[[ Recorded information open ]]

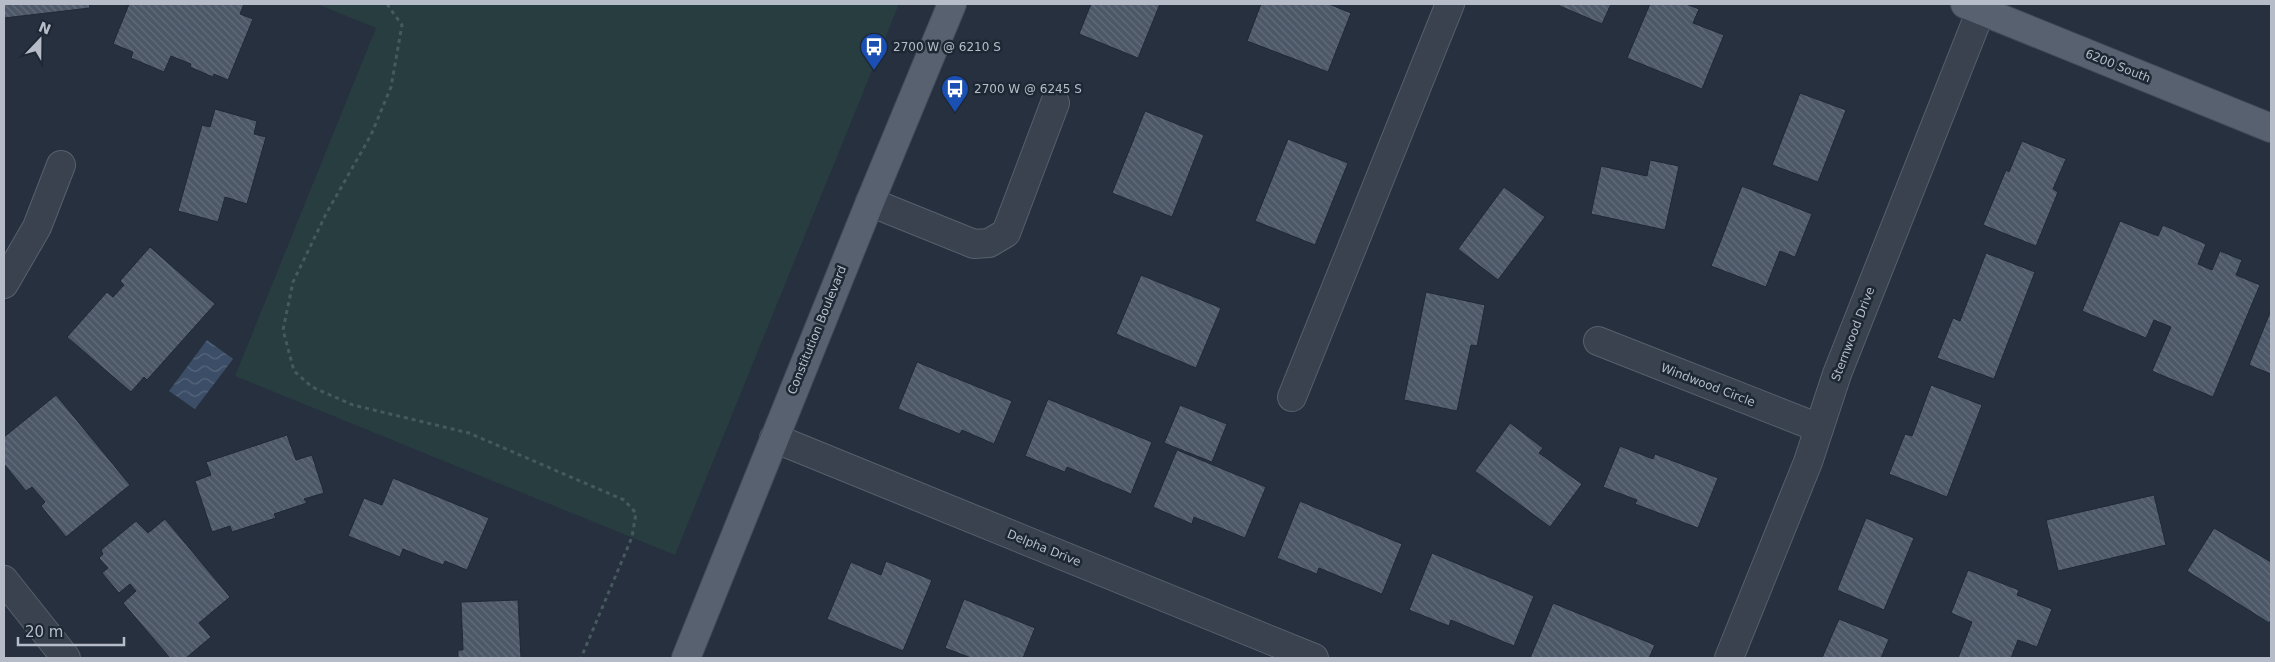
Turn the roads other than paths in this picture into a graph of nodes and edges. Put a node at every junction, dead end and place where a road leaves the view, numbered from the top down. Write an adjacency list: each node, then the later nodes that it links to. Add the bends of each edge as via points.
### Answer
1 (952, 4): 7 (main road, Constitution Boulevard)
2 (1450, 4): 10 (street)
3 (1973, 7): 5 (main road, 6200 South); 11 (street, Sternwood Drive)
4 (1056, 103): 7 (street, via 1006,233 989,243 974,244)
5 (2271, 128)
6 (61, 165): 8 (street, via 37,227)
7 (870, 202): 12 (main road, Constitution Boulevard)
8 (4, 284)
9 (1598, 341): 11 (street, Windwood Circle)
10 (1292, 396)
11 (1819, 428): 17 (street, Sternwood Drive)
12 (774, 438): 15 (main road, Constitution Boulevard); 16 (street, Delpha Drive)
13 (4, 580): 14 (street)
14 (66, 658)
15 (686, 658)
16 (1314, 658)
17 (1728, 658)

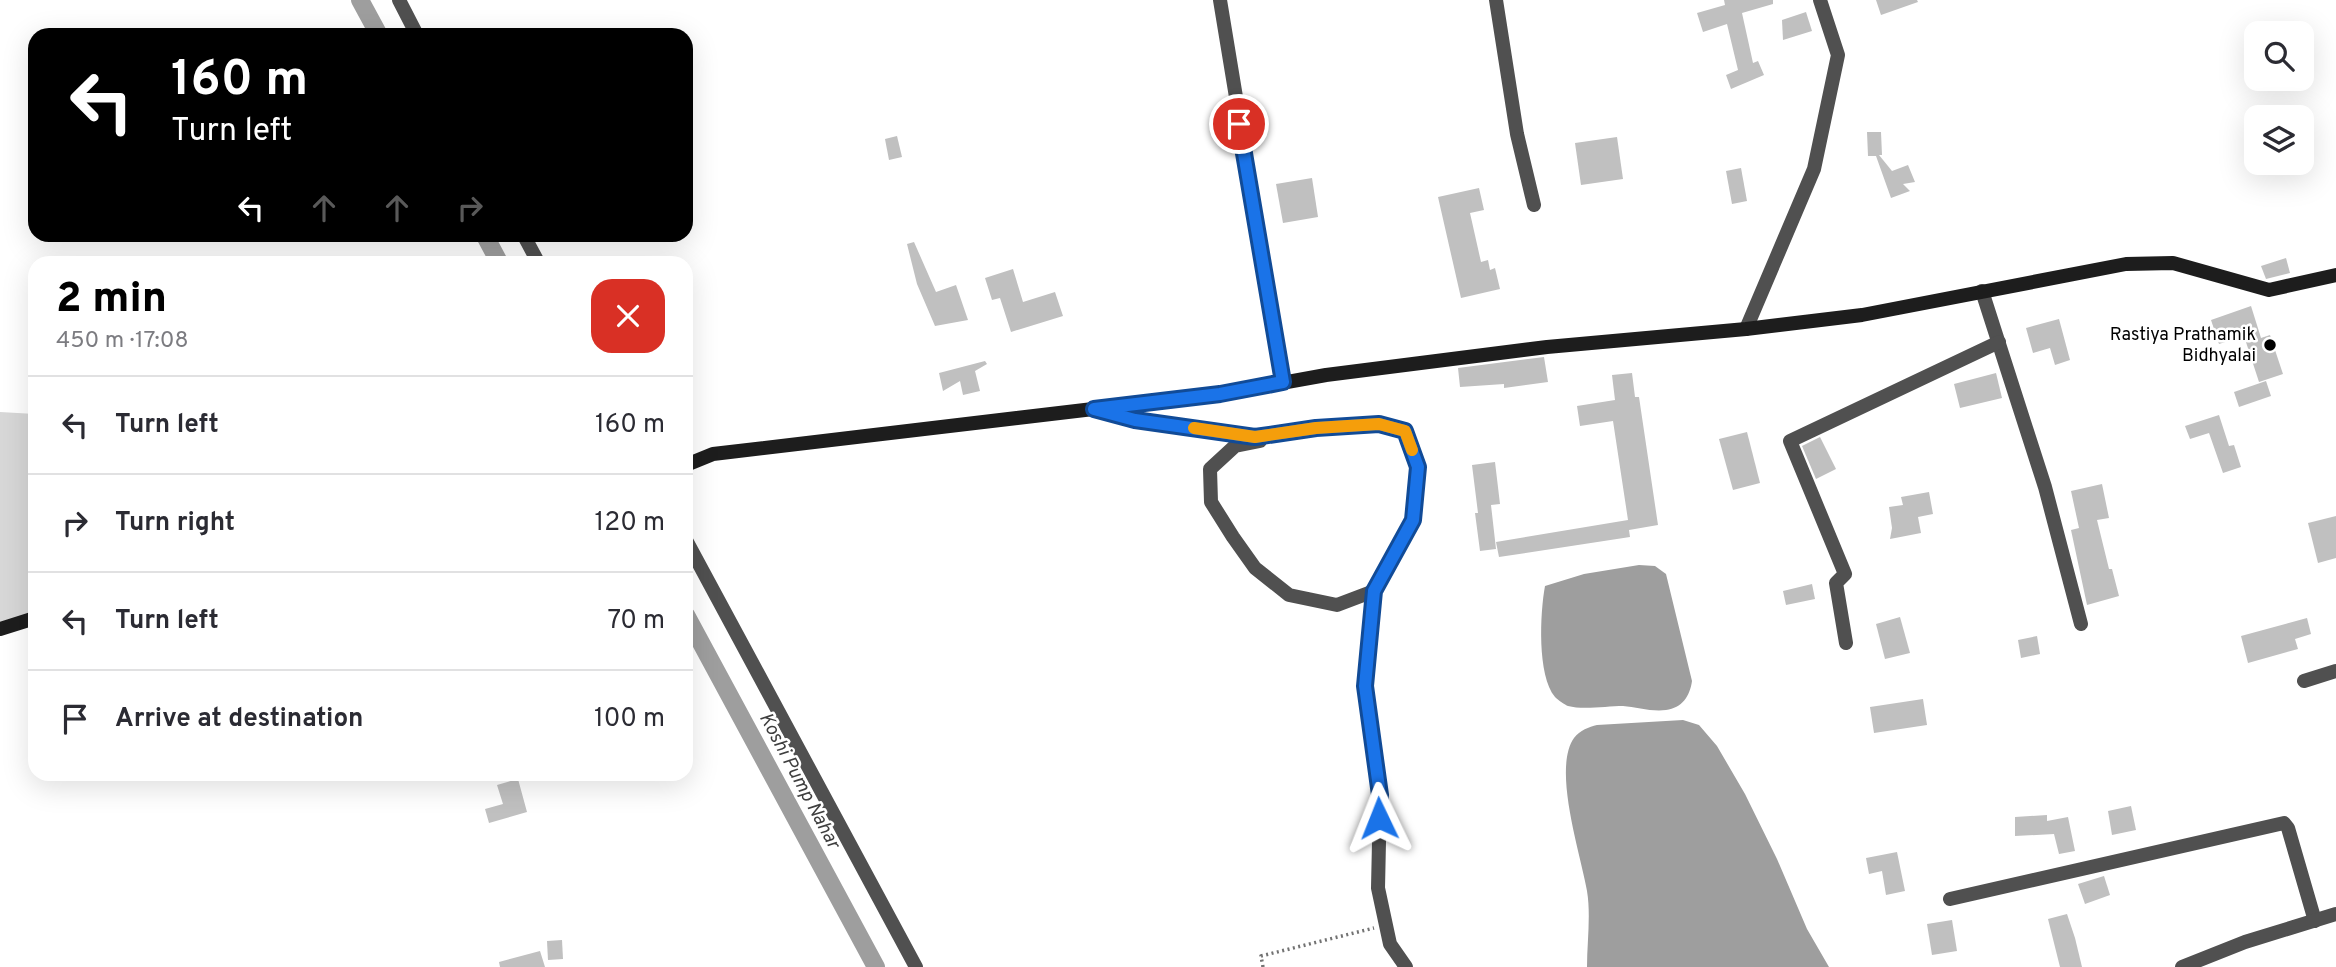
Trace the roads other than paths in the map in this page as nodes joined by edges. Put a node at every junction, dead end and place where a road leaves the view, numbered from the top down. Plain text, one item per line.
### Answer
1 (398, 0) edge
2 (1220, 0) edge
3 (1496, 0) edge
4 (1820, 0) edge
5 (413, 28) edge
6 (1534, 205) dead end
7 (2336, 275) edge
8 (1982, 291) junction
9 (1746, 329) junction
10 (1999, 342) junction
11 (1283, 382) junction
12 (1094, 409) junction
13 (1316, 428) junction
14 (693, 462) edge
15 (693, 553) edge
16 (1374, 591) junction
17 (28, 620) edge
18 (2081, 624) dead end
19 (0, 629) edge
20 (1846, 643) dead end
21 (2336, 671) edge
22 (2304, 681) dead end
23 (1950, 899) dead end
24 (2336, 914) edge
25 (2315, 920) junction
26 (2191, 966) edge
27 (916, 967) edge
28 (1406, 967) edge

1 - 5 street
2 - 11 street
3 - 6 street
4 - 9 street
7 - 8 street
8 - 9 street
8 - 10 street
9 - 11 street
10 - 18 street
10 - 20 street
11 - 12 street
12 - 13 street
12 - 14 street
13 - 16 street
13 - 16 street
15 - 27 street
16 - 28 street
17 - 19 street
21 - 22 street
23 - 25 street
24 - 25 street
25 - 26 street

[[ Recorded information closed ]]

__What is required__: Copy out all the lines of the records that include "view".

__Answer section__:
Turn the roads other than paths in this picture into a graph of nodes and edges. Put a node at every junction, dead end and place where a road leaves the view, numbered from the top down. Write an adjacency list: each node, then the later nodes that it links to. Add the bends of each edge as via points.
Trace the roads other than paths in the map in this page as nodes joined by edges. Put a node at every junction, dead end and place where a road leaves the view, numbered from the top down. Plain text, one item per line.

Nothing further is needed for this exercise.